- _Exercise brief_
Within the entries below, find the portion that opens with the line containing "wrist: (106, 160)" and closes with the line containing "middle pip: (265, 186)". Retype that portion exactly and only.

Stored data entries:

──────────────────────────────

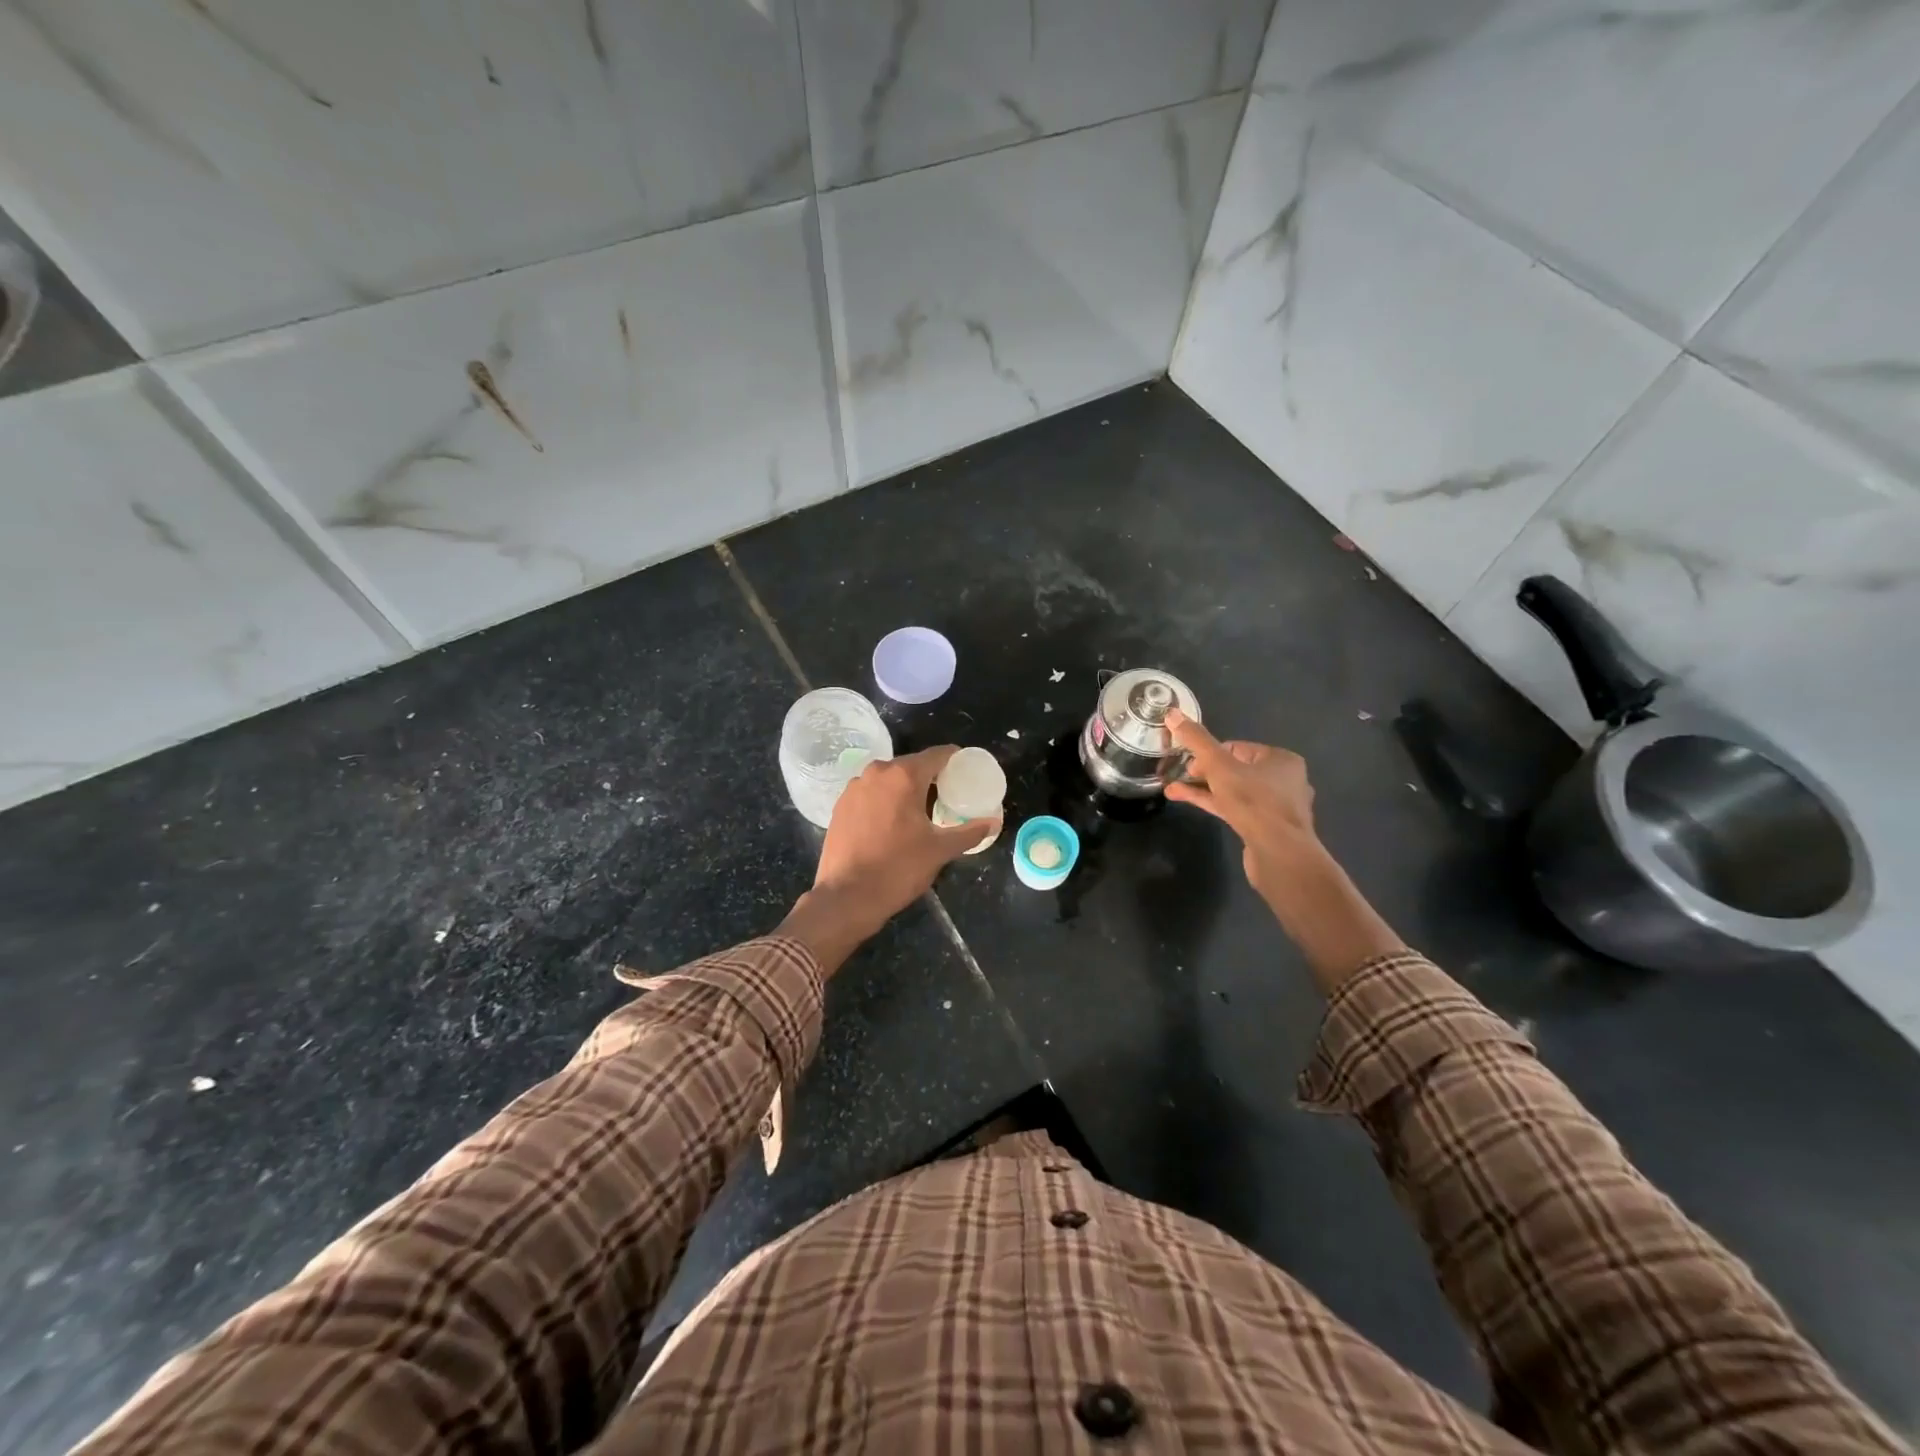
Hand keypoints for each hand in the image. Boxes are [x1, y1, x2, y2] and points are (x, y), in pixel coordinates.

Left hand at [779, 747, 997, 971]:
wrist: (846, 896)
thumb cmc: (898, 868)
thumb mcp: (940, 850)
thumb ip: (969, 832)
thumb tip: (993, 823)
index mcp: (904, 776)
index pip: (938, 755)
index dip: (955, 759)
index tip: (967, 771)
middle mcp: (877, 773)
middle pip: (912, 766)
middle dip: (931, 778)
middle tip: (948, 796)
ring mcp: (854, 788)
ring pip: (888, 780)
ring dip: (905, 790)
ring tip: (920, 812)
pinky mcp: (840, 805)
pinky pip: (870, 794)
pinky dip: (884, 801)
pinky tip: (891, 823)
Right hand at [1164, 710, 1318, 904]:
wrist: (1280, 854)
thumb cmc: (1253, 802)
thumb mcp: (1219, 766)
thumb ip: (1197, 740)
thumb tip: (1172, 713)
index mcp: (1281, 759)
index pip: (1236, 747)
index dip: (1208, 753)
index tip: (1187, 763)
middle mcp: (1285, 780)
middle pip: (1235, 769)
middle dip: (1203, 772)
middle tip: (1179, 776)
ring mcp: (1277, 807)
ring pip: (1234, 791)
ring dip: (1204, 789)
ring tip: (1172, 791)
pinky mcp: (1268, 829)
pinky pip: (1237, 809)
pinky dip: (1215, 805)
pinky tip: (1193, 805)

──────────────────────────────

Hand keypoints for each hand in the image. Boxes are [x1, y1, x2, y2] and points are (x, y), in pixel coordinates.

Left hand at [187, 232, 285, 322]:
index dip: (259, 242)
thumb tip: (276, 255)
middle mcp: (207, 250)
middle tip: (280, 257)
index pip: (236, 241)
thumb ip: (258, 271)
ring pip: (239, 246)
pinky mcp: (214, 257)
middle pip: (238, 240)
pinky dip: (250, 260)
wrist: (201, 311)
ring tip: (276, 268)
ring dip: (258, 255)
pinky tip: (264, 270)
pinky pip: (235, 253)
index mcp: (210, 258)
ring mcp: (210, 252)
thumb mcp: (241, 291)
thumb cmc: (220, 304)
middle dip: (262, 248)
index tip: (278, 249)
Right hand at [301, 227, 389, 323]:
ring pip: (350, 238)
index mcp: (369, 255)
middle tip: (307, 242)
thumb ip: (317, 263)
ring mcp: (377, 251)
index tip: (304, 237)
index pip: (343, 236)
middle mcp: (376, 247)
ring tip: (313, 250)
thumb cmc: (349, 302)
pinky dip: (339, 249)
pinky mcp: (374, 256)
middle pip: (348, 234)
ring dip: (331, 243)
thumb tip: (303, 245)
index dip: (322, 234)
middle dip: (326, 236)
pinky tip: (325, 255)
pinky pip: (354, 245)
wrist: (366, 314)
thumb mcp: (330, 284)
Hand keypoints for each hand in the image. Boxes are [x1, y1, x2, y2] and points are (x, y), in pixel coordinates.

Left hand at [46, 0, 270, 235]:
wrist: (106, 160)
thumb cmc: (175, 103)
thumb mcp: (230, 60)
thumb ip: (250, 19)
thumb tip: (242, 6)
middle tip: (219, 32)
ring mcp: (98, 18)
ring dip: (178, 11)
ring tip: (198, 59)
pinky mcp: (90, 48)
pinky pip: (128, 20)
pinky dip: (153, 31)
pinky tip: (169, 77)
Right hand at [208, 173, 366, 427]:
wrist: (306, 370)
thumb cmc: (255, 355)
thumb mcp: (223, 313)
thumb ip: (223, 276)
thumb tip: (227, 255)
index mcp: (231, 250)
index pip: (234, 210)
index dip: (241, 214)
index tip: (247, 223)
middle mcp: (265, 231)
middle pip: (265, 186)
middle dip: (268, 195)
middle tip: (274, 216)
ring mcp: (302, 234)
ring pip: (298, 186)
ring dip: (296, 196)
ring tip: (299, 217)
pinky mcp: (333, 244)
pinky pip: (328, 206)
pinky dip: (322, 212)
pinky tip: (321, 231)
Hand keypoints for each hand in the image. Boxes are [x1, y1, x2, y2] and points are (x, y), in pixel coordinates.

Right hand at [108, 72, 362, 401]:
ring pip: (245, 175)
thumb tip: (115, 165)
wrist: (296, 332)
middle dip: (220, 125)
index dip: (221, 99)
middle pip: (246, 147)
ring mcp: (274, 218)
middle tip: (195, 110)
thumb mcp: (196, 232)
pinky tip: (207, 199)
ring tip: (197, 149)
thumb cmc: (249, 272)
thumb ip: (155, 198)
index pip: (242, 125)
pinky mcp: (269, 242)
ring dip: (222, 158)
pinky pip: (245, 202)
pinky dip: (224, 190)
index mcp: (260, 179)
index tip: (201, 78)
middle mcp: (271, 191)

──────────────────────────────

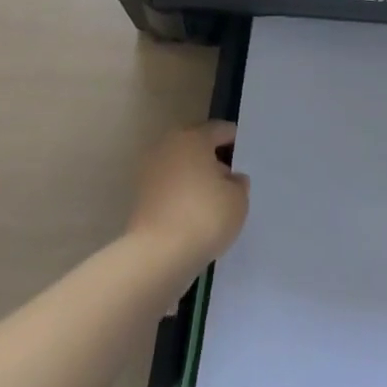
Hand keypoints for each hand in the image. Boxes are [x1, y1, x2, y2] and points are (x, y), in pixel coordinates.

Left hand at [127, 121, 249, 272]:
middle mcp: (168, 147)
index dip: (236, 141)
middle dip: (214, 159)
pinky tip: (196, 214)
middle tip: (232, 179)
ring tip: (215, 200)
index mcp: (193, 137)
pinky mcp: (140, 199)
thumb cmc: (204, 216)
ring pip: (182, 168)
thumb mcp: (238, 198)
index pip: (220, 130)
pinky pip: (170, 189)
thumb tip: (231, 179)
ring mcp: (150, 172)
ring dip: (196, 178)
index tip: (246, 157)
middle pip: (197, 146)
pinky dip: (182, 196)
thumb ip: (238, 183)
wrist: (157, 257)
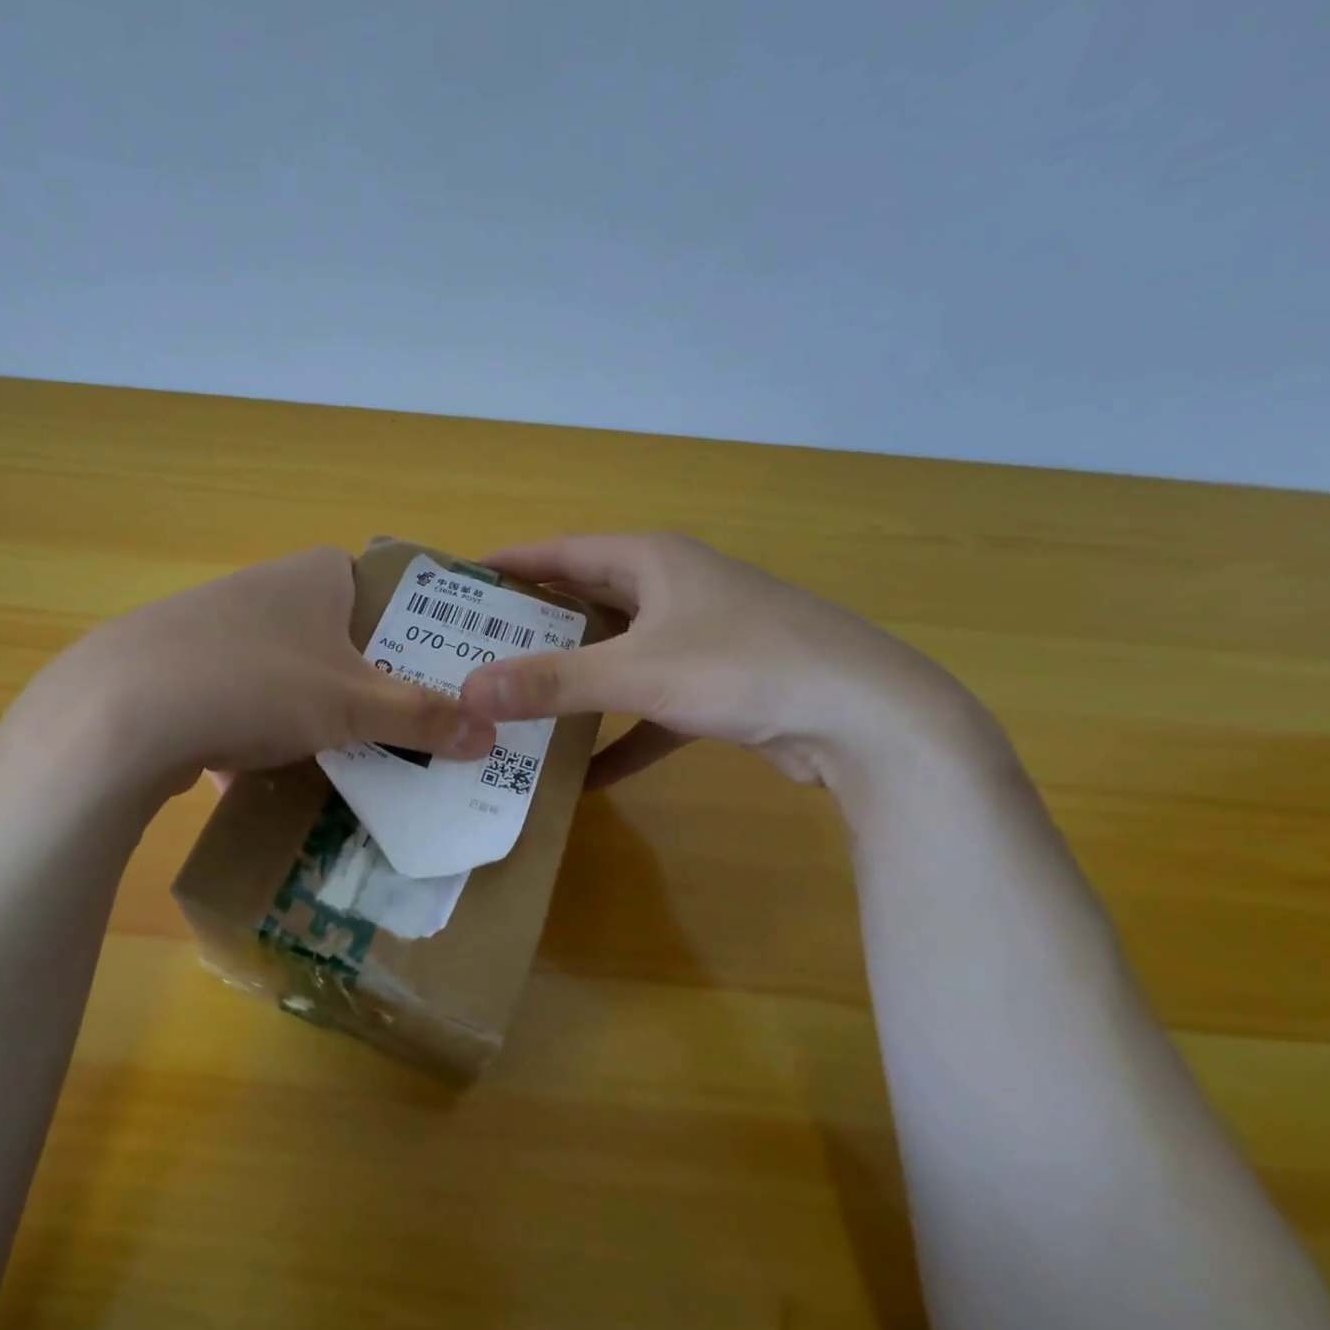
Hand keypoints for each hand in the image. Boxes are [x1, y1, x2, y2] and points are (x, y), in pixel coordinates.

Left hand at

──────────────────────────────

- _Task output_
wrist: (106, 160)
thumb cmc: (175, 103)
thumb mcp: (230, 60)
thumb ip: (250, 19)
thumb tip: (242, 6)
middle tip: (219, 32)
ring mcp: (98, 18)
ring dip: (178, 11)
ring tip: (198, 59)
pinky mcp: (90, 48)
pinky pip: (128, 20)
pinky dip: (153, 31)
pinky tip: (169, 77)
Right hand at [208, 173, 366, 427]:
wrist: (306, 370)
thumb cmc: (255, 355)
thumb mcp: (223, 313)
thumb ip: (223, 276)
thumb tip: (227, 255)
index mcp: (231, 250)
index pip: (234, 210)
index dip: (241, 214)
index tip: (247, 223)
middle mcp: (265, 231)
middle pip: (265, 186)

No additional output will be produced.